(Material for this task begins)

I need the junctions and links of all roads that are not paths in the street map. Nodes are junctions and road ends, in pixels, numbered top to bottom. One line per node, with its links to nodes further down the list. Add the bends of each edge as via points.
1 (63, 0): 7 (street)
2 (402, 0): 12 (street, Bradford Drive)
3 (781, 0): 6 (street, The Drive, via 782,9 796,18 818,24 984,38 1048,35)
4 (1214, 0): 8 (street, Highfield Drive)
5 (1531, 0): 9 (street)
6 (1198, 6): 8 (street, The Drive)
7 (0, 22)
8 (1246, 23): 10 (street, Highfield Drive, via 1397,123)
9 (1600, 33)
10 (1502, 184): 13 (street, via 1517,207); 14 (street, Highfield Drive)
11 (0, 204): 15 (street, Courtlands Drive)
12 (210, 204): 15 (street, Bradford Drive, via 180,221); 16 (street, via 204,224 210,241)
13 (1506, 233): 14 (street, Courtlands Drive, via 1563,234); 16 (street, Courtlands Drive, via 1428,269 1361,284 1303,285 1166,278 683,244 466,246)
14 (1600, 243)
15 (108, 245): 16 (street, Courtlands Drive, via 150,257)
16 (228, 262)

(Material for this task ends)

▶ Task statement
After the last line, print all the entries once again, unchanged.

▶ Answer to the exercise
I need the junctions and links of all roads that are not paths in the street map. Nodes are junctions and road ends, in pixels, numbered top to bottom. One line per node, with its links to nodes further down the list. Add the bends of each edge as via points.
1 (63, 0): 7 (street)
2 (402, 0): 12 (street, Bradford Drive)
3 (781, 0): 6 (street, The Drive, via 782,9 796,18 818,24 984,38 1048,35)
4 (1214, 0): 8 (street, Highfield Drive)
5 (1531, 0): 9 (street)
6 (1198, 6): 8 (street, The Drive)
7 (0, 22)
8 (1246, 23): 10 (street, Highfield Drive, via 1397,123)
9 (1600, 33)
10 (1502, 184): 13 (street, via 1517,207); 14 (street, Highfield Drive)
11 (0, 204): 15 (street, Courtlands Drive)
12 (210, 204): 15 (street, Bradford Drive, via 180,221); 16 (street, via 204,224 210,241)
13 (1506, 233): 14 (street, Courtlands Drive, via 1563,234); 16 (street, Courtlands Drive, via 1428,269 1361,284 1303,285 1166,278 683,244 466,246)
14 (1600, 243)
15 (108, 245): 16 (street, Courtlands Drive, via 150,257)
16 (228, 262)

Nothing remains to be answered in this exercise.